What needs to be done: Set the records down again in full, with every word kept.

Items from a dataset:
▽

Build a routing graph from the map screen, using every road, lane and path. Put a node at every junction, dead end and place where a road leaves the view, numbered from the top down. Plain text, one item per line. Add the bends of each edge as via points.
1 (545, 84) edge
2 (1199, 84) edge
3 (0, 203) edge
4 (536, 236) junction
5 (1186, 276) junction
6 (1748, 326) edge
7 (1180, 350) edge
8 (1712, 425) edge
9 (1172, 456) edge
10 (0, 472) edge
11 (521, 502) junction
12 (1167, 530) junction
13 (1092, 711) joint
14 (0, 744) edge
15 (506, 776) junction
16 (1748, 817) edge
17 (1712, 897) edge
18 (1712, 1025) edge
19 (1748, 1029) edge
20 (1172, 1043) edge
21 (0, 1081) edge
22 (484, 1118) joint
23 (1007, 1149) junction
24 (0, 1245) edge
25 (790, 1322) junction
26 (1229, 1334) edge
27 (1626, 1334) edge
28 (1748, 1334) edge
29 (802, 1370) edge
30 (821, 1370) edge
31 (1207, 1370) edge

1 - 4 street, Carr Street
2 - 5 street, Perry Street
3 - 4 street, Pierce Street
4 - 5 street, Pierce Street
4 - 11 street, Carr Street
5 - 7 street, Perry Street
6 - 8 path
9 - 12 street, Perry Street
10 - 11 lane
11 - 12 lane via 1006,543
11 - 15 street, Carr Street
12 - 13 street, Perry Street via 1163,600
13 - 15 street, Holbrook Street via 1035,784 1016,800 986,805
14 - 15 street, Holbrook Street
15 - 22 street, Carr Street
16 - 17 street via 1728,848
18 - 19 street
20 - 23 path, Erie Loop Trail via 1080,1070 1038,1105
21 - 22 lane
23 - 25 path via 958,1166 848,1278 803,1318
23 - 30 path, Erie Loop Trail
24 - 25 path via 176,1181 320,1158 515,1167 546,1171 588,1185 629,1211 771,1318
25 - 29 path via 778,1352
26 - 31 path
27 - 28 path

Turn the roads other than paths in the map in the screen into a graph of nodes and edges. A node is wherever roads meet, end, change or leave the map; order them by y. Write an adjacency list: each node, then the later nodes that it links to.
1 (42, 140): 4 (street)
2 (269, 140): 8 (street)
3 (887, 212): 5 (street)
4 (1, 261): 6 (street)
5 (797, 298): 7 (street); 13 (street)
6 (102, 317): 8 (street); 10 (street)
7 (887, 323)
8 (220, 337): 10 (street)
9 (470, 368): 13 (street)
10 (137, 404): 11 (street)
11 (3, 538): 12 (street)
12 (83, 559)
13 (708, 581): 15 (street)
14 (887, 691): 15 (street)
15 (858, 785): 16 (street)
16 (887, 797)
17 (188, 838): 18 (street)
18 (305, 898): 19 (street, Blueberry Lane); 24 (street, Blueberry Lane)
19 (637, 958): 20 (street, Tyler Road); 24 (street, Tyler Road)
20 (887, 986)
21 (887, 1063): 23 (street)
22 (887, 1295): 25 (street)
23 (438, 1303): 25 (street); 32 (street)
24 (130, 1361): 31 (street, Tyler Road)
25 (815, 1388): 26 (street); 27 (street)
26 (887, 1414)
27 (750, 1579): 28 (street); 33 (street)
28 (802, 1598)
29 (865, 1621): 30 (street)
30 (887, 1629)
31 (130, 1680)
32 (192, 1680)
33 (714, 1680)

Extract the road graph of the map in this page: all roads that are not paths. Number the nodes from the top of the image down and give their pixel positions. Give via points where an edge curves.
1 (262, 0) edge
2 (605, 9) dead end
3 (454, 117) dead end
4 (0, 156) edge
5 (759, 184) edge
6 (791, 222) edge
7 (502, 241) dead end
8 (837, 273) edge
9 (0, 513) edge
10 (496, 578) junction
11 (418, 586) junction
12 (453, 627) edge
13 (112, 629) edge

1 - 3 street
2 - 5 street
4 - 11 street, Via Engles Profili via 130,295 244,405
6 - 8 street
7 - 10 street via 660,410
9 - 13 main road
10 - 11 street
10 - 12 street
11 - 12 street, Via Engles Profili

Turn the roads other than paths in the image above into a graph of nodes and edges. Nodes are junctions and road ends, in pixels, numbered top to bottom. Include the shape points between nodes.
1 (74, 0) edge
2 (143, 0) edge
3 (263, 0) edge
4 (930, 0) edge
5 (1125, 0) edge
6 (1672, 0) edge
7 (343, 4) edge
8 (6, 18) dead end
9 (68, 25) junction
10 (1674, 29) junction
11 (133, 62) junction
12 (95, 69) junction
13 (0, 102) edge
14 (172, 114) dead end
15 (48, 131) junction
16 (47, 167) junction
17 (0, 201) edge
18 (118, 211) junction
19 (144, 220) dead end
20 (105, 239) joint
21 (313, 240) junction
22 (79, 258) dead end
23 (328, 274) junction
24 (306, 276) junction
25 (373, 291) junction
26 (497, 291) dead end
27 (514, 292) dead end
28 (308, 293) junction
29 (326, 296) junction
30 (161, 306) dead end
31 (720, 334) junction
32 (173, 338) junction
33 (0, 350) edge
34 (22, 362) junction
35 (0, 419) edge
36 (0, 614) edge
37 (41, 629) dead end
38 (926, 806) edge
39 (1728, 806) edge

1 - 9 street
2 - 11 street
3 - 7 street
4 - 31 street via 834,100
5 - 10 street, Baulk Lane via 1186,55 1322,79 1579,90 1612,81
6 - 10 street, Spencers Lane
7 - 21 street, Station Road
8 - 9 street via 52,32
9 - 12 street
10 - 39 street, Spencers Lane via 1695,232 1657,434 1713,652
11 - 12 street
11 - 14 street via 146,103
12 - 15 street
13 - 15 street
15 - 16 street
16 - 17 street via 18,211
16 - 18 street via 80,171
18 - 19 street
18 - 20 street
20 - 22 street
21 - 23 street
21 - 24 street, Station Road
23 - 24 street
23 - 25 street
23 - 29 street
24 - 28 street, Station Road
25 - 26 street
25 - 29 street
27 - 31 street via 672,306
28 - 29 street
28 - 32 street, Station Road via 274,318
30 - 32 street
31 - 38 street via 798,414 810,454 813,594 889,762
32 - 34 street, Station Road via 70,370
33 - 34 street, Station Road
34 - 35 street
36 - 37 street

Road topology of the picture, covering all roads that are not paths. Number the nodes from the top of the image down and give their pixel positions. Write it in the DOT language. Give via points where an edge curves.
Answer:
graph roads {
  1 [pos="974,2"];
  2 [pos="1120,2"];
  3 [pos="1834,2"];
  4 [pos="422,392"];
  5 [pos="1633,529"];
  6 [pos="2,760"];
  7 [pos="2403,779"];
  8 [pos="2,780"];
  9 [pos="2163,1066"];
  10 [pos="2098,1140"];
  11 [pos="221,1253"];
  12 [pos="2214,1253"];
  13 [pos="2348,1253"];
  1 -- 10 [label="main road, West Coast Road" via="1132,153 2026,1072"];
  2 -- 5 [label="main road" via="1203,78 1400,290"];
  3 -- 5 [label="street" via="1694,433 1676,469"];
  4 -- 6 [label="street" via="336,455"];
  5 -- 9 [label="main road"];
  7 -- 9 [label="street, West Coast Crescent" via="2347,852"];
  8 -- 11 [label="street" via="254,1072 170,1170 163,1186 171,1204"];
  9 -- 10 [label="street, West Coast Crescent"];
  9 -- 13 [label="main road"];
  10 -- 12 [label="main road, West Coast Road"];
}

△

The answer:
Build a routing graph from the map screen, using every road, lane and path. Put a node at every junction, dead end and place where a road leaves the view, numbered from the top down. Plain text, one item per line. Add the bends of each edge as via points.
1 (545, 84) edge
2 (1199, 84) edge
3 (0, 203) edge
4 (536, 236) junction
5 (1186, 276) junction
6 (1748, 326) edge
7 (1180, 350) edge
8 (1712, 425) edge
9 (1172, 456) edge
10 (0, 472) edge
11 (521, 502) junction
12 (1167, 530) junction
13 (1092, 711) joint
14 (0, 744) edge
15 (506, 776) junction
16 (1748, 817) edge
17 (1712, 897) edge
18 (1712, 1025) edge
19 (1748, 1029) edge
20 (1172, 1043) edge
21 (0, 1081) edge
22 (484, 1118) joint
23 (1007, 1149) junction
24 (0, 1245) edge
25 (790, 1322) junction
26 (1229, 1334) edge
27 (1626, 1334) edge
28 (1748, 1334) edge
29 (802, 1370) edge
30 (821, 1370) edge
31 (1207, 1370) edge

1 - 4 street, Carr Street
2 - 5 street, Perry Street
3 - 4 street, Pierce Street
4 - 5 street, Pierce Street
4 - 11 street, Carr Street
5 - 7 street, Perry Street
6 - 8 path
9 - 12 street, Perry Street
10 - 11 lane
11 - 12 lane via 1006,543
11 - 15 street, Carr Street
12 - 13 street, Perry Street via 1163,600
13 - 15 street, Holbrook Street via 1035,784 1016,800 986,805
14 - 15 street, Holbrook Street
15 - 22 street, Carr Street
16 - 17 street via 1728,848
18 - 19 street
20 - 23 path, Erie Loop Trail via 1080,1070 1038,1105
21 - 22 lane
23 - 25 path via 958,1166 848,1278 803,1318
23 - 30 path, Erie Loop Trail
24 - 25 path via 176,1181 320,1158 515,1167 546,1171 588,1185 629,1211 771,1318
25 - 29 path via 778,1352
26 - 31 path
27 - 28 path

Turn the roads other than paths in the map in the screen into a graph of nodes and edges. A node is wherever roads meet, end, change or leave the map; order them by y. Write an adjacency list: each node, then the later nodes that it links to.
1 (42, 140): 4 (street)
2 (269, 140): 8 (street)
3 (887, 212): 5 (street)
4 (1, 261): 6 (street)
5 (797, 298): 7 (street); 13 (street)
6 (102, 317): 8 (street); 10 (street)
7 (887, 323)
8 (220, 337): 10 (street)
9 (470, 368): 13 (street)
10 (137, 404): 11 (street)
11 (3, 538): 12 (street)
12 (83, 559)
13 (708, 581): 15 (street)
14 (887, 691): 15 (street)
15 (858, 785): 16 (street)
16 (887, 797)
17 (188, 838): 18 (street)
18 (305, 898): 19 (street, Blueberry Lane); 24 (street, Blueberry Lane)
19 (637, 958): 20 (street, Tyler Road); 24 (street, Tyler Road)
20 (887, 986)
21 (887, 1063): 23 (street)
22 (887, 1295): 25 (street)
23 (438, 1303): 25 (street); 32 (street)
24 (130, 1361): 31 (street, Tyler Road)
25 (815, 1388): 26 (street); 27 (street)
26 (887, 1414)
27 (750, 1579): 28 (street); 33 (street)
28 (802, 1598)
29 (865, 1621): 30 (street)
30 (887, 1629)
31 (130, 1680)
32 (192, 1680)
33 (714, 1680)

Extract the road graph of the map in this page: all roads that are not paths. Number the nodes from the top of the image down and give their pixel positions. Give via points where an edge curves.
1 (262, 0) edge
2 (605, 9) dead end
3 (454, 117) dead end
4 (0, 156) edge
5 (759, 184) edge
6 (791, 222) edge
7 (502, 241) dead end
8 (837, 273) edge
9 (0, 513) edge
10 (496, 578) junction
11 (418, 586) junction
12 (453, 627) edge
13 (112, 629) edge

1 - 3 street
2 - 5 street
4 - 11 street, Via Engles Profili via 130,295 244,405
6 - 8 street
7 - 10 street via 660,410
9 - 13 main road
10 - 11 street
10 - 12 street
11 - 12 street, Via Engles Profili

Turn the roads other than paths in the image above into a graph of nodes and edges. Nodes are junctions and road ends, in pixels, numbered top to bottom. Include the shape points between nodes.
1 (74, 0) edge
2 (143, 0) edge
3 (263, 0) edge
4 (930, 0) edge
5 (1125, 0) edge
6 (1672, 0) edge
7 (343, 4) edge
8 (6, 18) dead end
9 (68, 25) junction
10 (1674, 29) junction
11 (133, 62) junction
12 (95, 69) junction
13 (0, 102) edge
14 (172, 114) dead end
15 (48, 131) junction
16 (47, 167) junction
17 (0, 201) edge
18 (118, 211) junction
19 (144, 220) dead end
20 (105, 239) joint
21 (313, 240) junction
22 (79, 258) dead end
23 (328, 274) junction
24 (306, 276) junction
25 (373, 291) junction
26 (497, 291) dead end
27 (514, 292) dead end
28 (308, 293) junction
29 (326, 296) junction
30 (161, 306) dead end
31 (720, 334) junction
32 (173, 338) junction
33 (0, 350) edge
34 (22, 362) junction
35 (0, 419) edge
36 (0, 614) edge
37 (41, 629) dead end
38 (926, 806) edge
39 (1728, 806) edge

1 - 9 street
2 - 11 street
3 - 7 street
4 - 31 street via 834,100
5 - 10 street, Baulk Lane via 1186,55 1322,79 1579,90 1612,81
6 - 10 street, Spencers Lane
7 - 21 street, Station Road
8 - 9 street via 52,32
9 - 12 street
10 - 39 street, Spencers Lane via 1695,232 1657,434 1713,652
11 - 12 street
11 - 14 street via 146,103
12 - 15 street
13 - 15 street
15 - 16 street
16 - 17 street via 18,211
16 - 18 street via 80,171
18 - 19 street
18 - 20 street
20 - 22 street
21 - 23 street
21 - 24 street, Station Road
23 - 24 street
23 - 25 street
23 - 29 street
24 - 28 street, Station Road
25 - 26 street
25 - 29 street
27 - 31 street via 672,306
28 - 29 street
28 - 32 street, Station Road via 274,318
30 - 32 street
31 - 38 street via 798,414 810,454 813,594 889,762
32 - 34 street, Station Road via 70,370
33 - 34 street, Station Road
34 - 35 street
36 - 37 street

Road topology of the picture, covering all roads that are not paths. Number the nodes from the top of the image down and give their pixel positions. Write it in the DOT language. Give via points where an edge curves.
Answer:
graph roads {
  1 [pos="974,2"];
  2 [pos="1120,2"];
  3 [pos="1834,2"];
  4 [pos="422,392"];
  5 [pos="1633,529"];
  6 [pos="2,760"];
  7 [pos="2403,779"];
  8 [pos="2,780"];
  9 [pos="2163,1066"];
  10 [pos="2098,1140"];
  11 [pos="221,1253"];
  12 [pos="2214,1253"];
  13 [pos="2348,1253"];
  1 -- 10 [label="main road, West Coast Road" via="1132,153 2026,1072"];
  2 -- 5 [label="main road" via="1203,78 1400,290"];
  3 -- 5 [label="street" via="1694,433 1676,469"];
  4 -- 6 [label="street" via="336,455"];
  5 -- 9 [label="main road"];
  7 -- 9 [label="street, West Coast Crescent" via="2347,852"];
  8 -- 11 [label="street" via="254,1072 170,1170 163,1186 171,1204"];
  9 -- 10 [label="street, West Coast Crescent"];
  9 -- 13 [label="main road"];
  10 -- 12 [label="main road, West Coast Road"];
}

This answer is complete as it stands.